European Pressphoto Agency
Foreign central banks’ Treasury bond holdings parked at the Federal Reserve dropped by the most on record in the latest week. Some analysts think the crisis in Ukraine is sparking the move.

Their theory: Russia is shifting its Treasury bond holdings out of the Fed and into offshore accounts. That way, Russia would be able to buy or sell its portfolio if the U.S. and its European allies impose economic sanctions amid growing geopolitical tensions in Ukraine.

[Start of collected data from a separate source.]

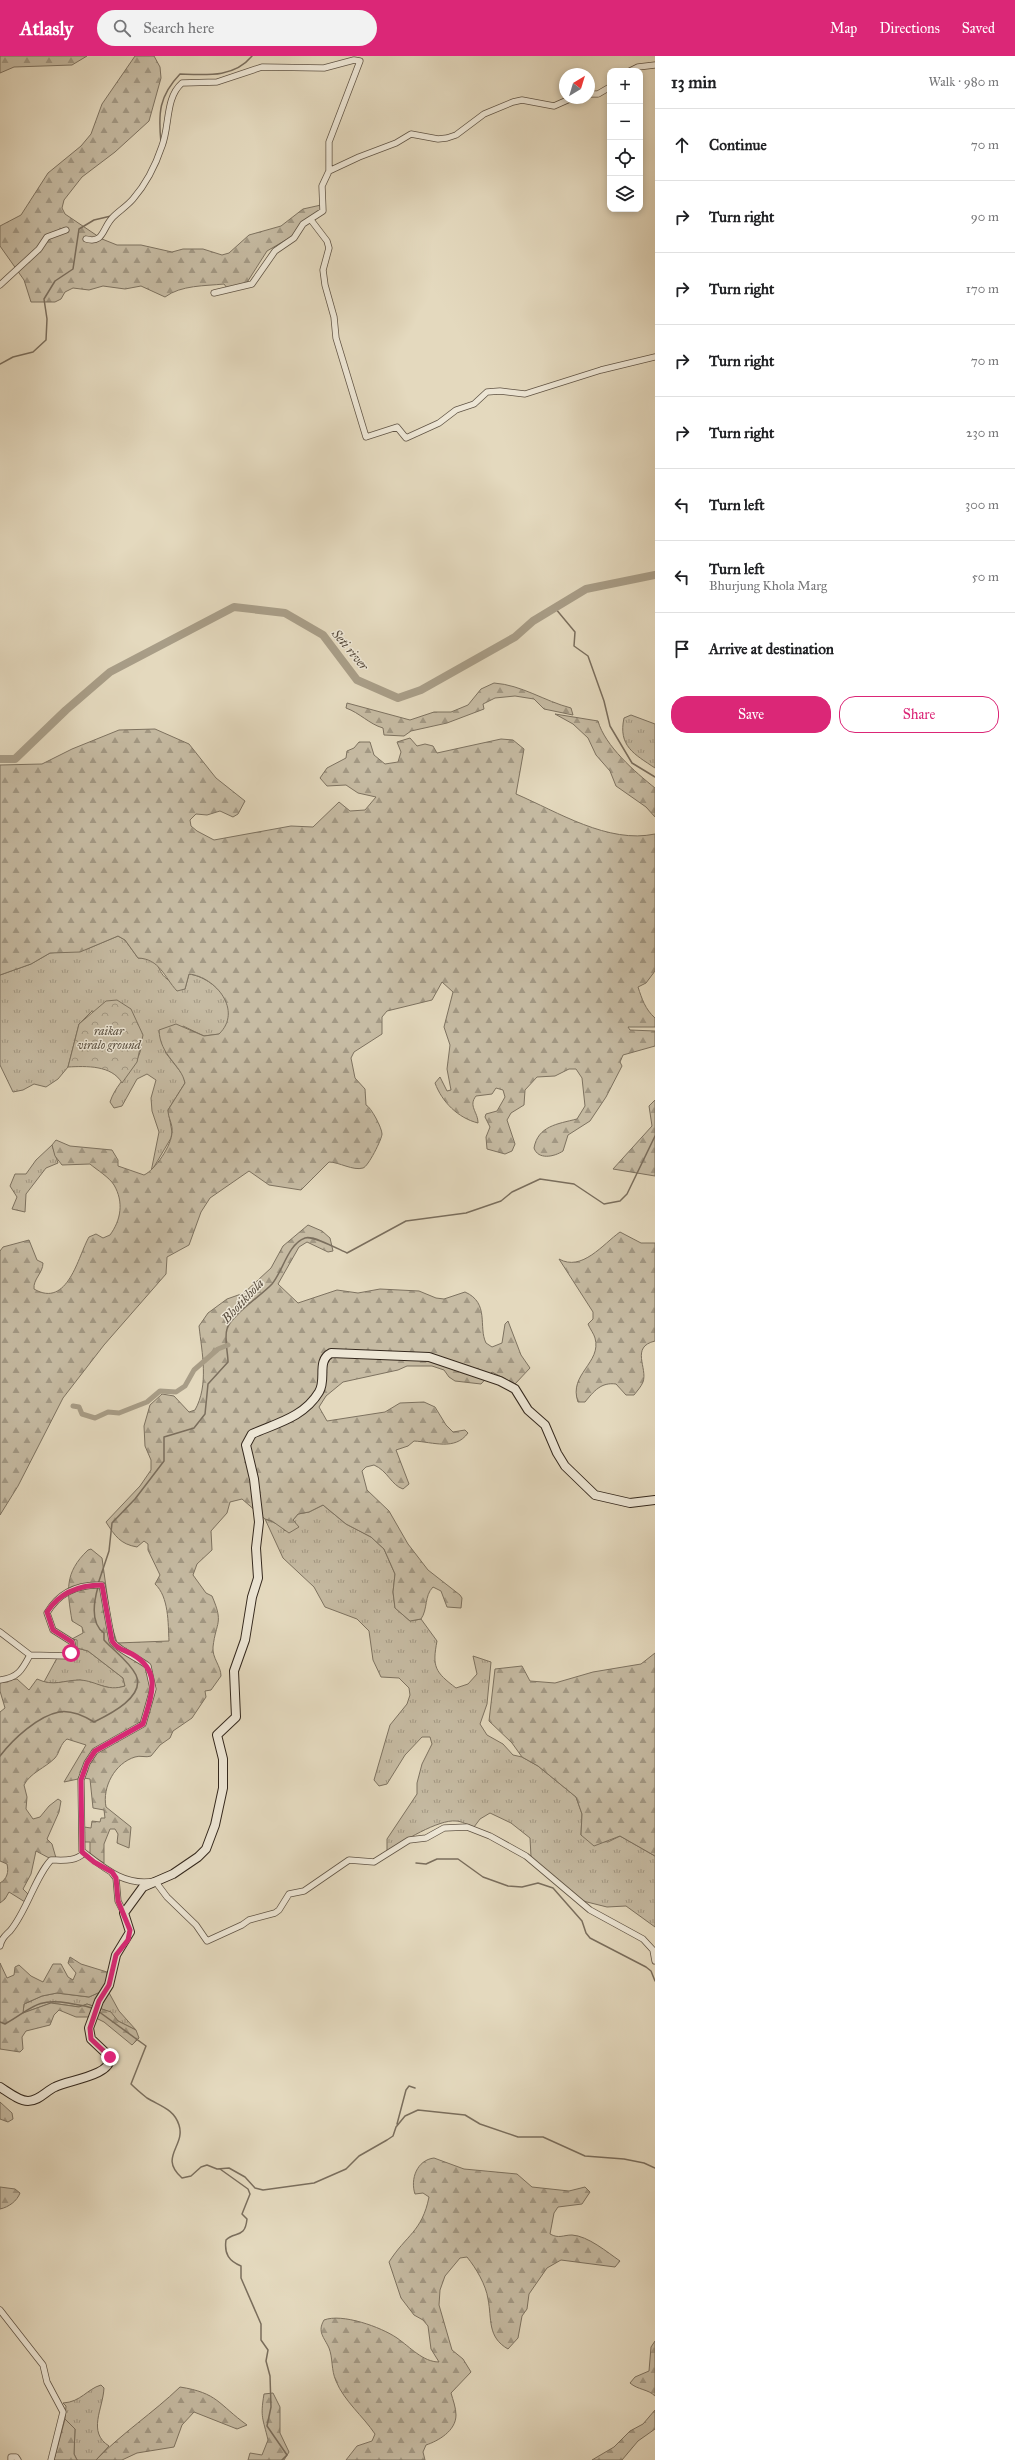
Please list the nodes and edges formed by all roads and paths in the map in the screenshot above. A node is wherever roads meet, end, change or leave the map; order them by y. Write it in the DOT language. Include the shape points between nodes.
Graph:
graph roads {
  1 [pos="655,65"];
  2 [pos="636,68"];
  3 [pos="607,89"];
  4 [pos="595,94"];
  5 [pos="559,104"];
  6 [pos="329,171"];
  7 [pos="311,220"];
  8 [pos="66,230"];
  9 [pos="86,239"];
  10 [pos="0,285"];
  11 [pos="214,293"];
  12 [pos="655,357"];
  13 [pos="655,1500"];
  14 [pos="0,1632"];
  15 [pos="30,1655"];
  16 [pos="0,1680"];
  17 [pos="84,1853"];
  18 [pos="112,1872"];
  19 [pos="155,1881"];
  20 [pos="124,1913"];
  21 [pos="0,1946"];
  22 [pos="655,1961"];
  23 [pos="0,2088"];
  24 [pos="0,2310"];
  25 [pos="11,2460"];
  26 [pos="18,2460"];
  27 [pos="51,2460"];
  1 -- 2 [label="street"];
  3 -- 4 [label="street"];
  5 -- 6 [label="street" via="554,106 522,100 513,102 484,114 452,137 438,139 411,134 396,144"];
  6 -- 7 [label="street" via="322,186 323,211"];
  6 -- 9 [label="street" via="329,142 360,61 354,60 324,68 262,67 217,82 186,81 173,93 162,145 140,189 122,211 113,217 98,239"];
  7 -- 11 [label="street" via="303,224 294,238 268,258 252,284"];
  7 -- 12 [label="street" via="327,241 329,248 323,270 325,285 334,318 336,338 366,436 397,427 406,438 439,423 456,410 474,404 487,392 525,394 600,370"];
  8 -- 10 [label="street" via="47,237 39,249"];
  13 -- 19 [label="main road" via="630,1503 595,1495 565,1466 545,1425 528,1410 515,1389 486,1375 429,1357 331,1353 326,1356 323,1361 322,1384 311,1403 294,1417 248,1438 246,1445 254,1479 259,1522 256,1548 258,1578 245,1640 234,1671 236,1716 217,1735 223,1759 223,1788 214,1830 206,1849 173,1874"];
  14 -- 15 [label="street"];
  15 -- 16 [label="street" via="20,1673 14,1678"];
  15 -- 17 [label="street" via="69,1656 73,1649 72,1642 53,1630 47,1612 54,1600 72,1589 102,1585 112,1641 116,1647 131,1653 148,1666 153,1689 143,1724 95,1751 84,1771 80,1789 83,1818 81,1841"];
  17 -- 18 [label="street"];
  17 -- 21 [label="street" via="67,1860 50,1860 19,1917 2,1938"];
  18 -- 19 [label="street" via="141,1884"];
  18 -- 20 [label="street" via="116,1878 118,1901"];
  19 -- 20 [label="main road" via="136,1895"];
  19 -- 22 [label="street" via="167,1897 196,1925 207,1941 249,1920 274,1913 279,1910 289,1894 304,1891 346,1861 356,1859 374,1862 409,1840 426,1838 444,1828 467,1828 490,1836 526,1856 594,1913 643,1939 653,1950"];
  20 -- 23 [label="main road" via="130,1932 116,1955 109,1985 99,2001 90,2028 91,2039 110,2057 109,2063 104,2069 88,2077 55,2086 40,2098 30,2101"];
  24 -- 27 [label="street" via="43,2365 47,2382 63,2412"];
  25 -- 26 [label="street" via="11,2457 16,2457"];
}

Treasury securities held in custody for foreign official and international accounts tumbled by $105 billion in the week that ended Wednesday, according to weekly data released late Thursday. That shrank Treasury bond holdings by foreign central banks to a 15-month low of $2.855 trillion, though still near a record high of $3.02 trillion set in December.


Relations between the West and Russia have deteriorated sharply in recent days as Crimea prepares to hold a referendum Sunday on whether to split from Ukraine and join Russia. Ukraine, the European Union and the U.S. view that vote as illegal. The U.S. and Germany warned that Russia could face economic sanctions if the crisis worsens.

“The upcoming referendum in Crimea and multiple threats of sanctions could have triggered a significant reallocation of Treasurys to non-US custodians,” said Shyam Rajan, interest rate strategist at Bank of AmericaBAC -2.10% Merrill Lynch in New York.

Russian entities held $138.6 billion of Treasury debt as of December 31 which includes both official and private holdings, according to the Treasury Department’s website.

“This is only speculation on our part, but it seems likely that the Russian authorities had more than $100 billion of Treasury debt in custody at the Fed, and it doesn’t seem implausible that they moved it to a jurisdiction where it would be less vulnerable to a U.S. asset freeze,” said Lou Crandall at Wrightson ICAP LLC.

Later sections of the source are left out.